Encore.
À Santa Fe, au Texas, Dimitrios Pagourtzis, un élève de 17 ans a ouvert le feu dans son établissement scolaire, faisant 10 victimes.
Encore.
The Onion, magazine américain aussi satirique qu’intelligent, a ressorti son article ‘No Way To Prevent This,’ Says Only Nation Where This Regularly Happens (« Aucun moyen d’empêcher ça », selon le seul pays où ça arrive régulièrement).
Encore.
La jeunesse se mobilise outre-Atlantique pour un droit qui paraît absurde, celui d’aller étudier sans avoir peur de mourir.
Encore.
Le tueur est un homme.
Encore.
Parmi ses victimes, il y a une jeune femme qui avait refusé ses avances.

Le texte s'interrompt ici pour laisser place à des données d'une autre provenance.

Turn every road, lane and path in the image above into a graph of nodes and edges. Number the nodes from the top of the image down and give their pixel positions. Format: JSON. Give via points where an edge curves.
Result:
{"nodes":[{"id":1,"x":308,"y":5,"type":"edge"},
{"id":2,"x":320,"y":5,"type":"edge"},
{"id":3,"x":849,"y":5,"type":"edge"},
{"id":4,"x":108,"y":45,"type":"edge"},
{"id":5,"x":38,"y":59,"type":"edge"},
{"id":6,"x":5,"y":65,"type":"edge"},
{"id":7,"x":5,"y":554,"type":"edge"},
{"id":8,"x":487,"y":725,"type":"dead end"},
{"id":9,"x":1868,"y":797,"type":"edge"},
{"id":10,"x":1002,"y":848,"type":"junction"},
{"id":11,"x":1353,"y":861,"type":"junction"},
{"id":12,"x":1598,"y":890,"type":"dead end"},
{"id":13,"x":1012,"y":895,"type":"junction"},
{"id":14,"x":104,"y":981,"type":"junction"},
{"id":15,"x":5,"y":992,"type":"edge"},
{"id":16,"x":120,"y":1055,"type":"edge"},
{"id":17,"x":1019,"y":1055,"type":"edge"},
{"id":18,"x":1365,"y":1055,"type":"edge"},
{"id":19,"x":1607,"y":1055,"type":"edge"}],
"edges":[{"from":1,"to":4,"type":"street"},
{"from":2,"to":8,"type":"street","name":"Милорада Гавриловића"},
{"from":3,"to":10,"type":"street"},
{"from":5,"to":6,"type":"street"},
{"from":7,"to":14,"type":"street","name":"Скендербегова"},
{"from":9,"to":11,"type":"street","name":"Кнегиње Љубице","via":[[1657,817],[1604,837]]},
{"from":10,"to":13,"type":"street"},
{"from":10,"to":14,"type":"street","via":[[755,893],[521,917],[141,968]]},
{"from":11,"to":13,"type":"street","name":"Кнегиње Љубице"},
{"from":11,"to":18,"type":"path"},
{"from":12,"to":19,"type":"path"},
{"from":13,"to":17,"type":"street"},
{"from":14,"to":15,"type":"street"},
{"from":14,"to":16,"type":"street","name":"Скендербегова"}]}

Encore. Et encore. Et encore. Et encore.
Le tueur de Santa Fe et ses victimes
L’insoutenable récit du Los Angeles Time transmet la terreur des ados tremblant dans un placard — tentative désespérée d’échapper à l’agresseur qui mitraille la porte.
C’est le portrait d’un tueur cynique, cruel, jouant avec les nerfs de ses victimes.
C’est aussi le témoignage de Sadie Rodriguez, la mère de Shana Fisher, morte sous les balles.
« Ça faisait 4 mois que [Shana] avait des ennuis avec ce garçon. Il n’arrêtait pas de lui faire des avances et elle lui a dit « non » plusieurs fois. »
Pagourtzis a continué, se montrant de plus en plus agressif, jusqu’à ce qu’elle se défende et l’embarrasse devant toute la classe, selon Rodriguez.
« Une semaine plus tard, il a ouvert le feu sur tous les gens qu’il n’aimait pas. Shana en premier lieu. »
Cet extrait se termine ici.